* [About this task]: Lines with the string "Carlo" are to be identified in the listing and copied.

* [Raw data]:
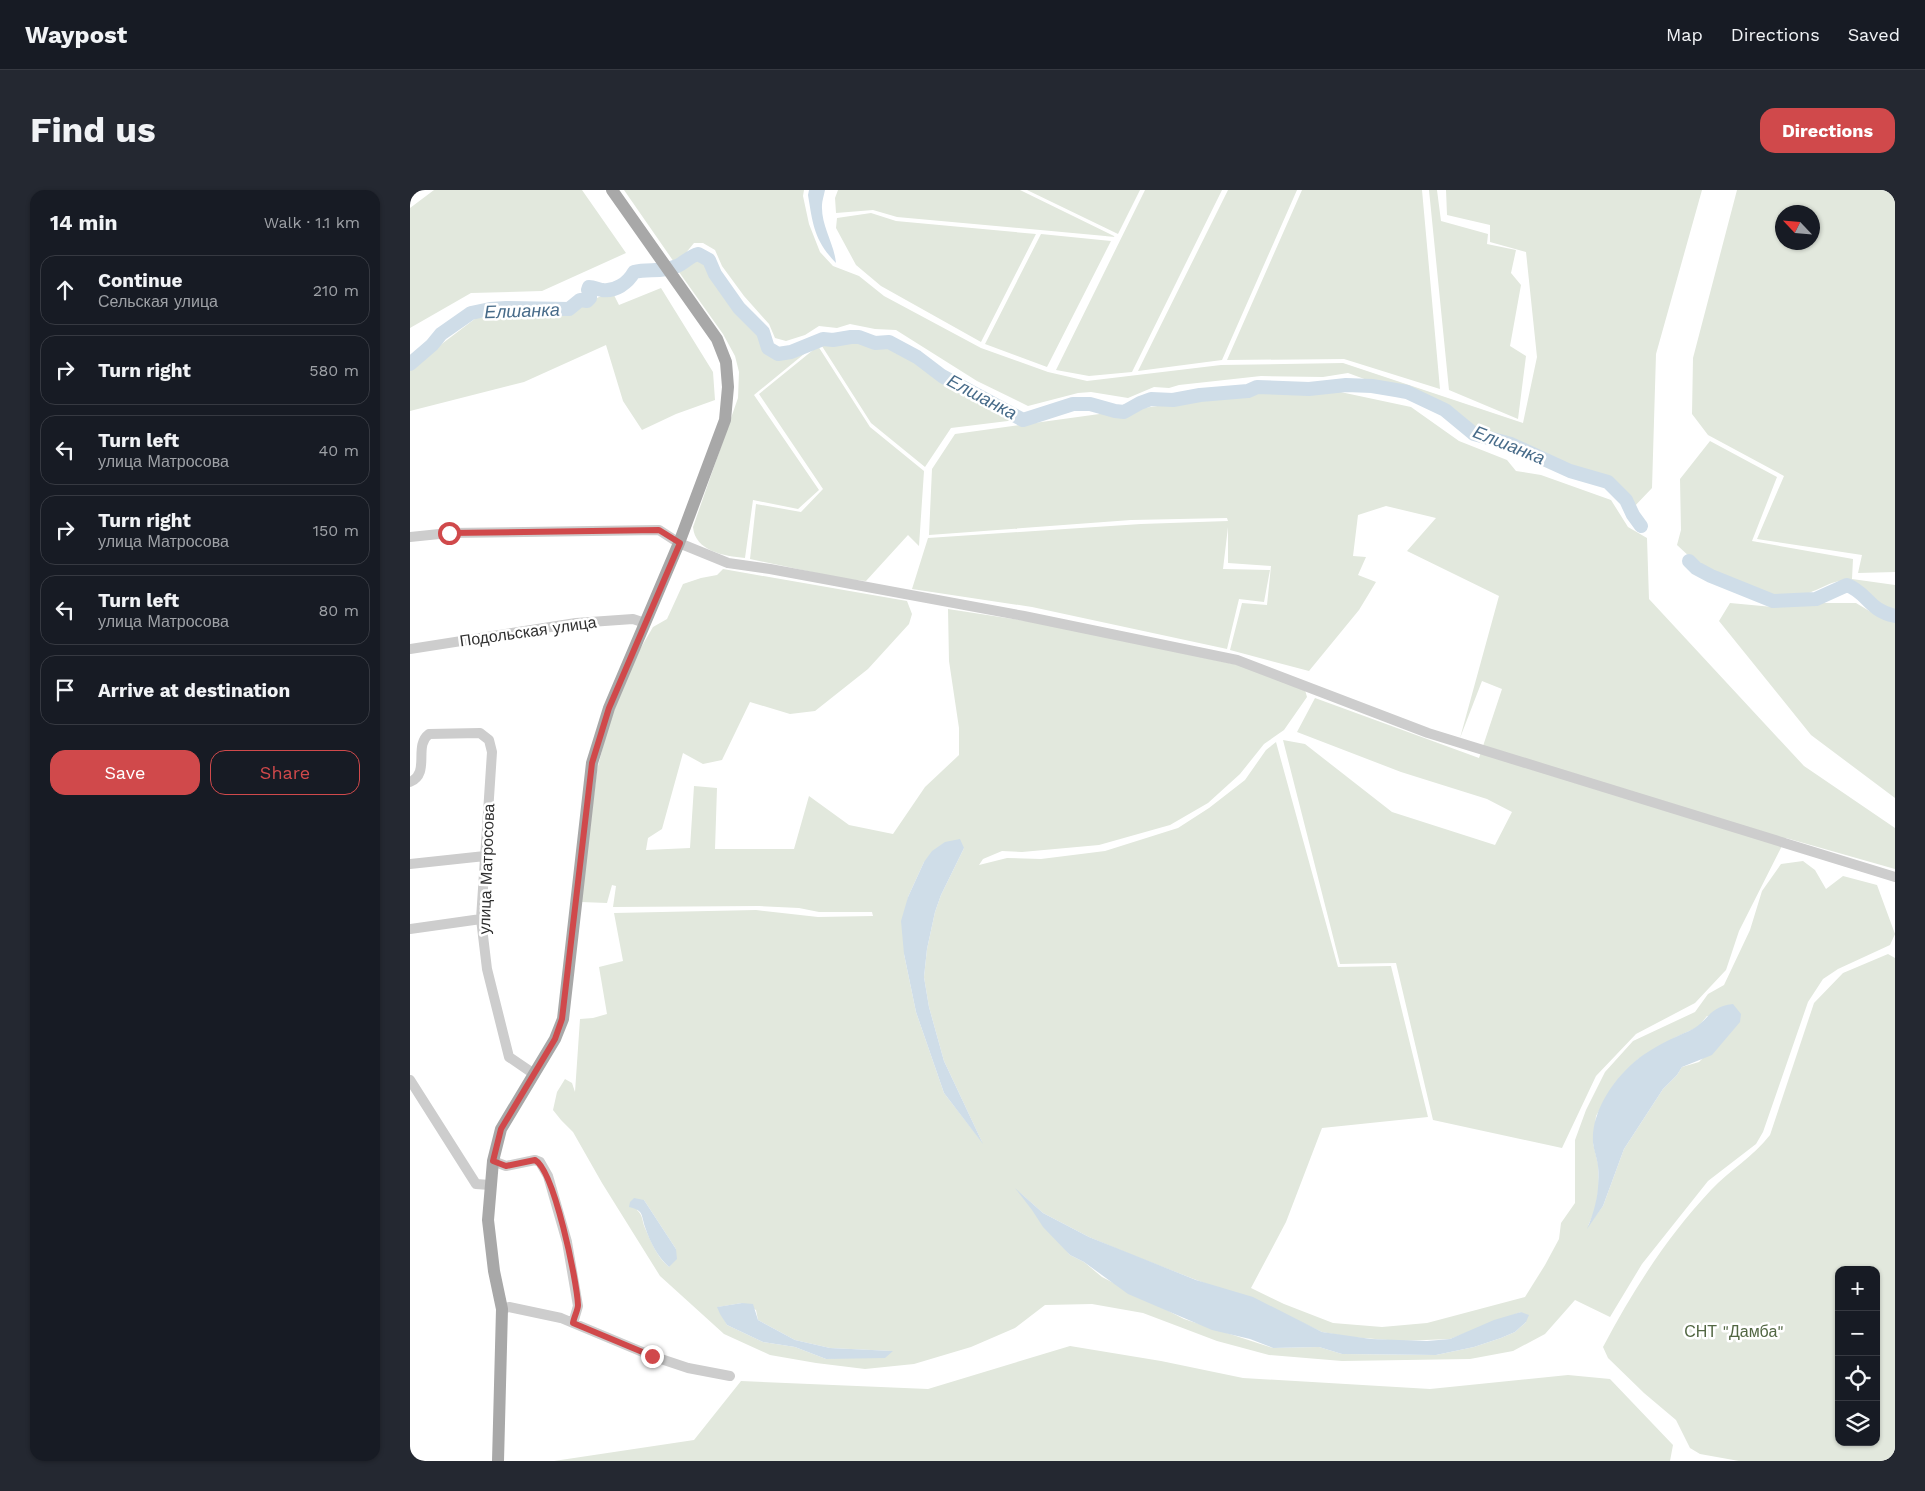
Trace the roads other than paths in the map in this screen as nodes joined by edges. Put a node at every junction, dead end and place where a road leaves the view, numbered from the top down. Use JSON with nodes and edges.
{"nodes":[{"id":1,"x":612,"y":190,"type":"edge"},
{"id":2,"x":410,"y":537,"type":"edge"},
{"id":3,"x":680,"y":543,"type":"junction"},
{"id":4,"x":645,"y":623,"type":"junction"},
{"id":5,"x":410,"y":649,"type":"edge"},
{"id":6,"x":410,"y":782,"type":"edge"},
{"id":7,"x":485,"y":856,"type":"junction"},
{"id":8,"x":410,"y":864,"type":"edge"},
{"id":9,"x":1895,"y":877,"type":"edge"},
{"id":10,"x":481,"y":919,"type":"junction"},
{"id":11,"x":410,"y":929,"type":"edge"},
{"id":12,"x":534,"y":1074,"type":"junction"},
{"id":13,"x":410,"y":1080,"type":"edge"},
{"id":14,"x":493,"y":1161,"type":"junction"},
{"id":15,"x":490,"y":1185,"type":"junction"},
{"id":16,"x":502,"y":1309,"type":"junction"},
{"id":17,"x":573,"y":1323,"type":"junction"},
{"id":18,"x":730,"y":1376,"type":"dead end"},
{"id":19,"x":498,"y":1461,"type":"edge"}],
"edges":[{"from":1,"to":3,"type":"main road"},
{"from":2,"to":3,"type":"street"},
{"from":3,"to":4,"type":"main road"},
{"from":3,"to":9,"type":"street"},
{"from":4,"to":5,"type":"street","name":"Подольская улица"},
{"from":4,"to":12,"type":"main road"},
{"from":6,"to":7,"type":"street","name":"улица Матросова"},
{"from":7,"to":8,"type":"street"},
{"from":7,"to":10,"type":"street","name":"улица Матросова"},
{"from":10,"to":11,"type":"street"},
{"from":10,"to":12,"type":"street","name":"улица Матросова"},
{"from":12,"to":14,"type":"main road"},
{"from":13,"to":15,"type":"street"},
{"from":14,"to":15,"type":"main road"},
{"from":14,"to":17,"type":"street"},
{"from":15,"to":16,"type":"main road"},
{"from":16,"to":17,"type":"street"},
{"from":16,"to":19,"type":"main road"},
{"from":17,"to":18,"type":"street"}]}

...

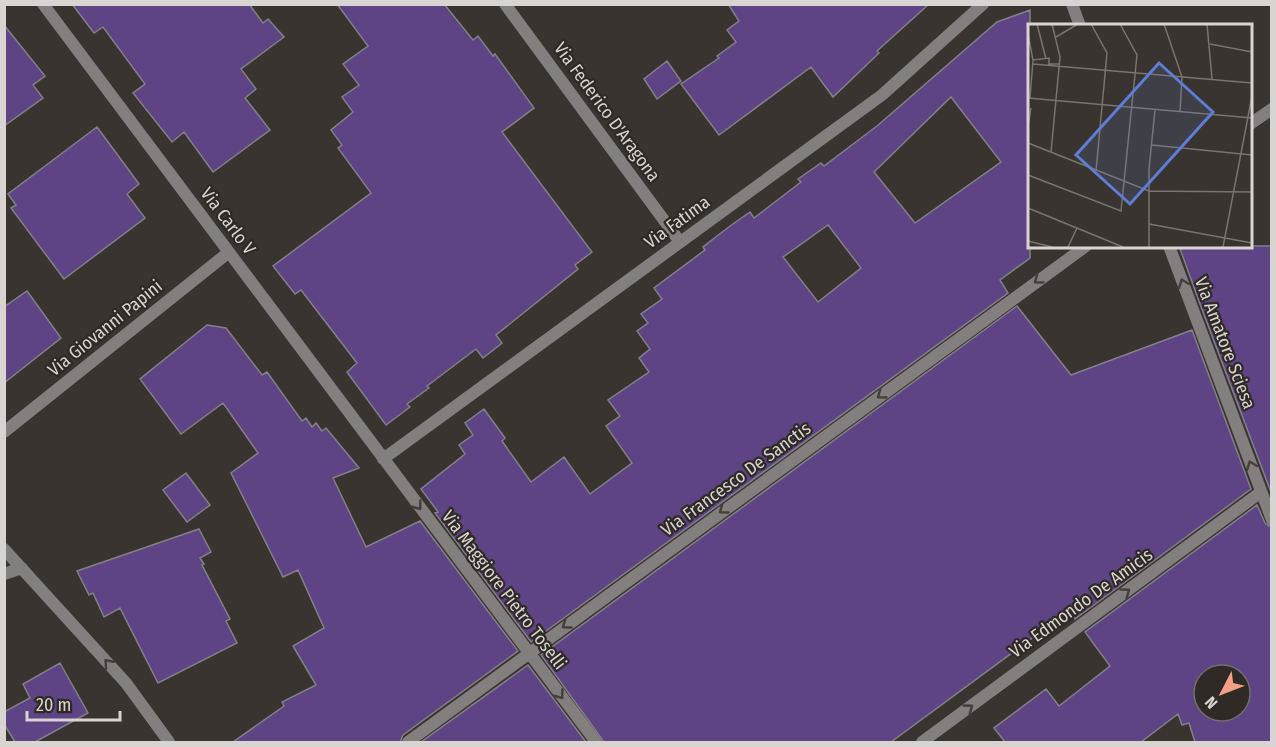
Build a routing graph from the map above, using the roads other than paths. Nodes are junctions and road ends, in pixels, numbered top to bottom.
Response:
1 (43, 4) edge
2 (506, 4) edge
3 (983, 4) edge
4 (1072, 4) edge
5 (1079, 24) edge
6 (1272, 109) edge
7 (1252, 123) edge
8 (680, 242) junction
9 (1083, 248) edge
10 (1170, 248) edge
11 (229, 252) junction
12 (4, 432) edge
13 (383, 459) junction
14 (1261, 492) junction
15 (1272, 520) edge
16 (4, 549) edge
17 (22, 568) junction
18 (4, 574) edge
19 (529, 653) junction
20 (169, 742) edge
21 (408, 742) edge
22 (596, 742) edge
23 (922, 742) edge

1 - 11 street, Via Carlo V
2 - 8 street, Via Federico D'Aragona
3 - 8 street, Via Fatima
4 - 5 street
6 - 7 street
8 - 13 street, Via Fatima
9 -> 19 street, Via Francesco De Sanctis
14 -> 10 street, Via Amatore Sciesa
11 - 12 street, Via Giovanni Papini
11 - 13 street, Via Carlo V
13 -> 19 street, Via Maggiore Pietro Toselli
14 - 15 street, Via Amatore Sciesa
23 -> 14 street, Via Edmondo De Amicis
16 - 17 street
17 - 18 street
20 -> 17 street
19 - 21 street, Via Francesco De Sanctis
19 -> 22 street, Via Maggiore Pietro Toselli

* [Your response]:
1 - 11 street, Via Carlo V
11 - 13 street, Via Carlo V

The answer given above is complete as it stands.